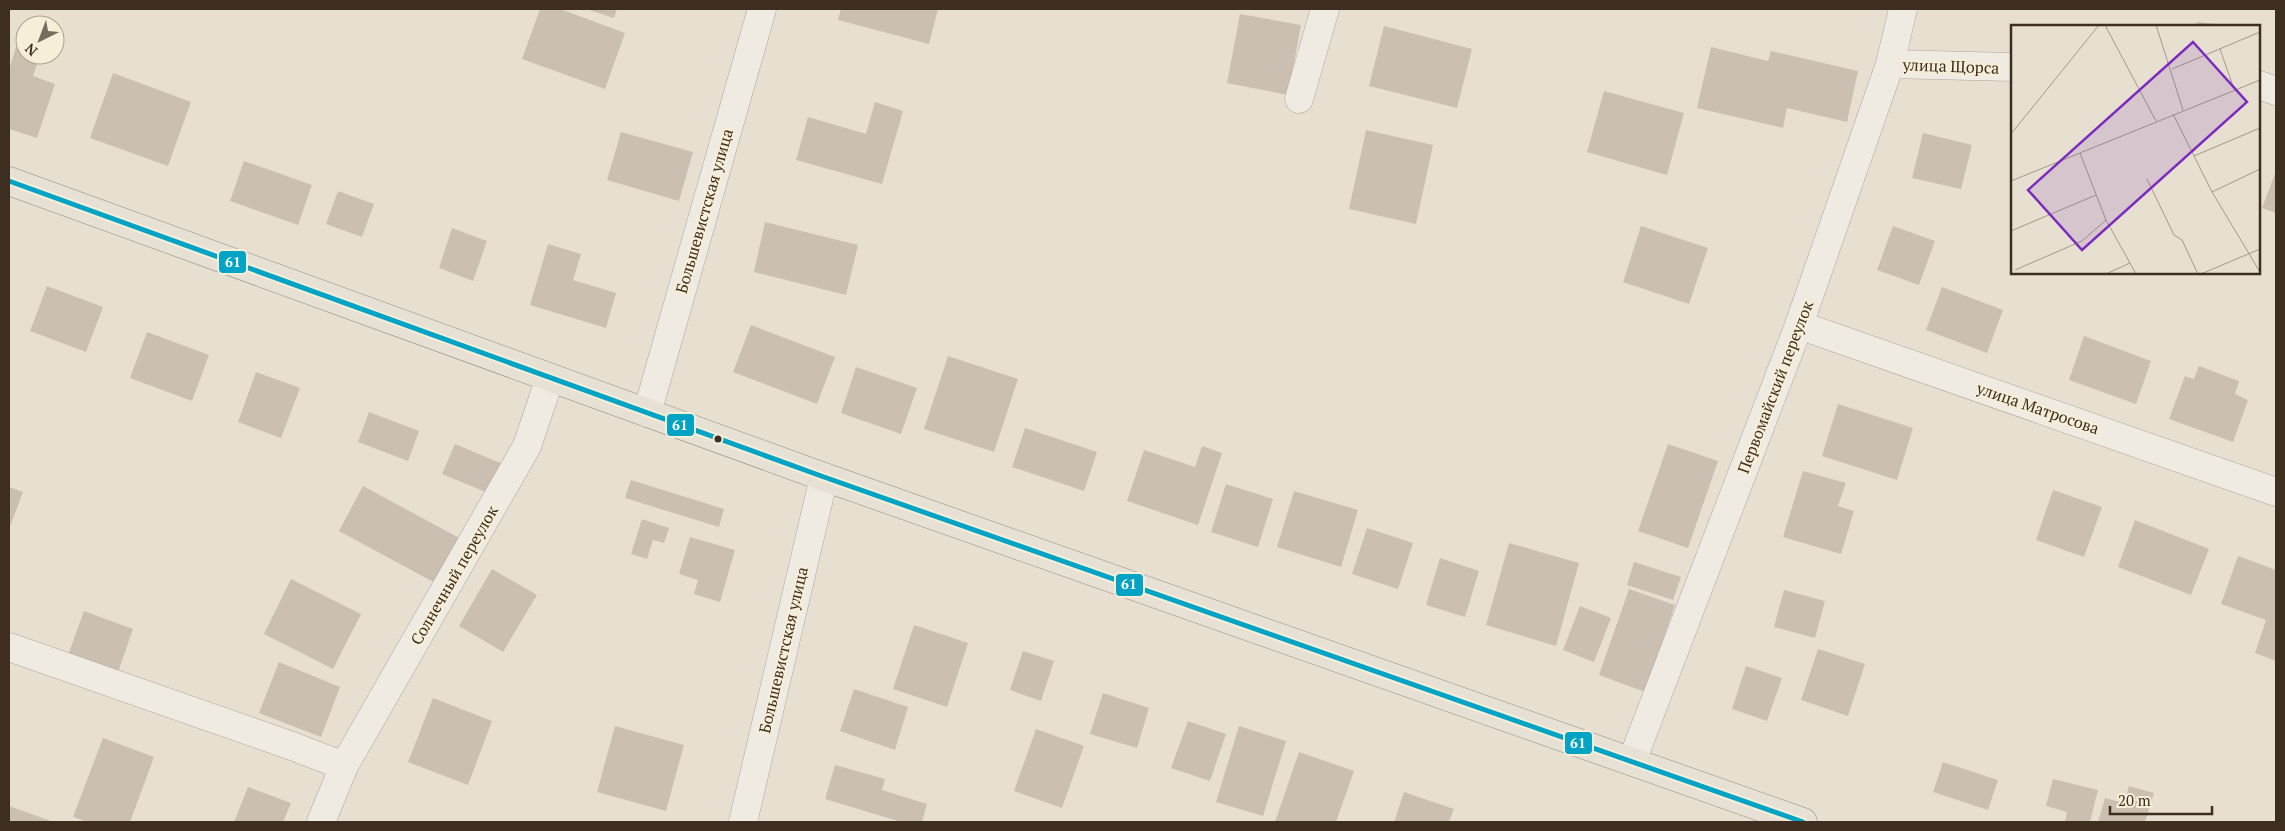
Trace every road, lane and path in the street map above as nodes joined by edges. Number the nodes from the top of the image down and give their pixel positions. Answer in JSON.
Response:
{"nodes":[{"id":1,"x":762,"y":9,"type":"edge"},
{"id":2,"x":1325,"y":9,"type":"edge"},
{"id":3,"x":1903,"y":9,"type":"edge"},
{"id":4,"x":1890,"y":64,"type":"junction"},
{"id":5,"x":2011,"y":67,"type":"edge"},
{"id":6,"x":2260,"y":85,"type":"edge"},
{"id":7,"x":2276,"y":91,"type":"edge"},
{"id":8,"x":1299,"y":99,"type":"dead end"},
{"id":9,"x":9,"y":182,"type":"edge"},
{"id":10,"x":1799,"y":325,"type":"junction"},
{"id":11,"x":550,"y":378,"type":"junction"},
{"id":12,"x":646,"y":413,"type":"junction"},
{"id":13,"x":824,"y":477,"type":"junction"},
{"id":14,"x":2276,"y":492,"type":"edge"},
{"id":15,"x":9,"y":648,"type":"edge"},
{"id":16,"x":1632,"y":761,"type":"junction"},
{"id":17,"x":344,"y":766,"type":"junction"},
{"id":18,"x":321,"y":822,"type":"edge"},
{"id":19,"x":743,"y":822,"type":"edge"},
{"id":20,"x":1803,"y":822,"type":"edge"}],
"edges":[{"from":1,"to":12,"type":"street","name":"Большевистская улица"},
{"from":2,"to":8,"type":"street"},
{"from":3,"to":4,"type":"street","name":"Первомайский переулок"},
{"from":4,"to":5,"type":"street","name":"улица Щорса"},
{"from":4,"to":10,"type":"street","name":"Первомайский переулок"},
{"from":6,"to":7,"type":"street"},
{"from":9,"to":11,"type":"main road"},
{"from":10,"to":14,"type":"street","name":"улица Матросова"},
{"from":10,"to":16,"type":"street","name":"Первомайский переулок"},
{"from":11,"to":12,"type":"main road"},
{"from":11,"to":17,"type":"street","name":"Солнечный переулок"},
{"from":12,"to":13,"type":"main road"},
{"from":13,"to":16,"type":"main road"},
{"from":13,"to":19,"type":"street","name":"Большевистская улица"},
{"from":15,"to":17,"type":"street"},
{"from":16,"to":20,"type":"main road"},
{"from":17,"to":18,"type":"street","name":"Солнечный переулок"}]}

...

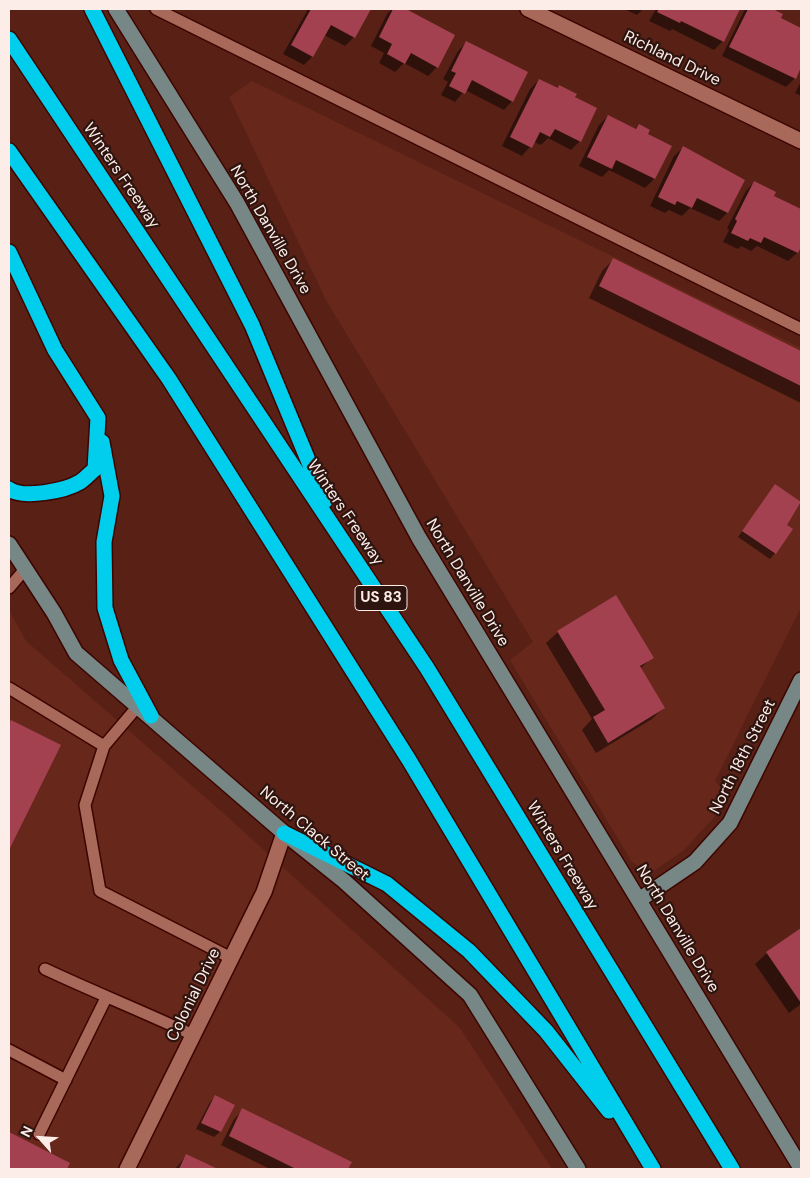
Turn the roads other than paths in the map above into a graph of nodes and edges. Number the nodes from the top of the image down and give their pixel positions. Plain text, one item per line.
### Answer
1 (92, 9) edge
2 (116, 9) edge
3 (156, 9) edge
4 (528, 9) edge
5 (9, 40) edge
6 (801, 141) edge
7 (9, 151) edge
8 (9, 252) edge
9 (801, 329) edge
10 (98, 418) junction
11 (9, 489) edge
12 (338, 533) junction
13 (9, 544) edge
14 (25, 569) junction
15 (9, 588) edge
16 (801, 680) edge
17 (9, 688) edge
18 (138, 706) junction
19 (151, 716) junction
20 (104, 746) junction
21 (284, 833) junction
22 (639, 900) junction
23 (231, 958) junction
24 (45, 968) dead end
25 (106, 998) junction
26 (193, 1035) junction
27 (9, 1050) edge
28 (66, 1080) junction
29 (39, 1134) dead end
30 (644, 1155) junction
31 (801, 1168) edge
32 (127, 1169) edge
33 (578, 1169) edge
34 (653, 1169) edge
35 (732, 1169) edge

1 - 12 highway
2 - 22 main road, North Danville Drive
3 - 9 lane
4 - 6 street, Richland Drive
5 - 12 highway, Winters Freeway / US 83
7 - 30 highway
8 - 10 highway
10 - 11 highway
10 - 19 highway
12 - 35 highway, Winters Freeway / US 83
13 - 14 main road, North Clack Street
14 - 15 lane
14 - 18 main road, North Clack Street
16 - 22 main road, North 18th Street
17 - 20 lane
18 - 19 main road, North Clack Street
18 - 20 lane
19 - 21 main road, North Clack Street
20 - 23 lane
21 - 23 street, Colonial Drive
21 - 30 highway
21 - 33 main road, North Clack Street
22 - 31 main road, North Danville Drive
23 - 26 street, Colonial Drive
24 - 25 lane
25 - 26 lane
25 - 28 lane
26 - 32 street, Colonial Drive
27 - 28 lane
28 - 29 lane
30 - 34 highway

--

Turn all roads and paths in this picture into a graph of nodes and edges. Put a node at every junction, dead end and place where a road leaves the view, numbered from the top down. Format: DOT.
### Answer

■ **WHAT YOU WILL DO**
A single number is the answer: how many lines of the material above hold the word "pixel"?

■ **WRITTEN SOLUTION**
2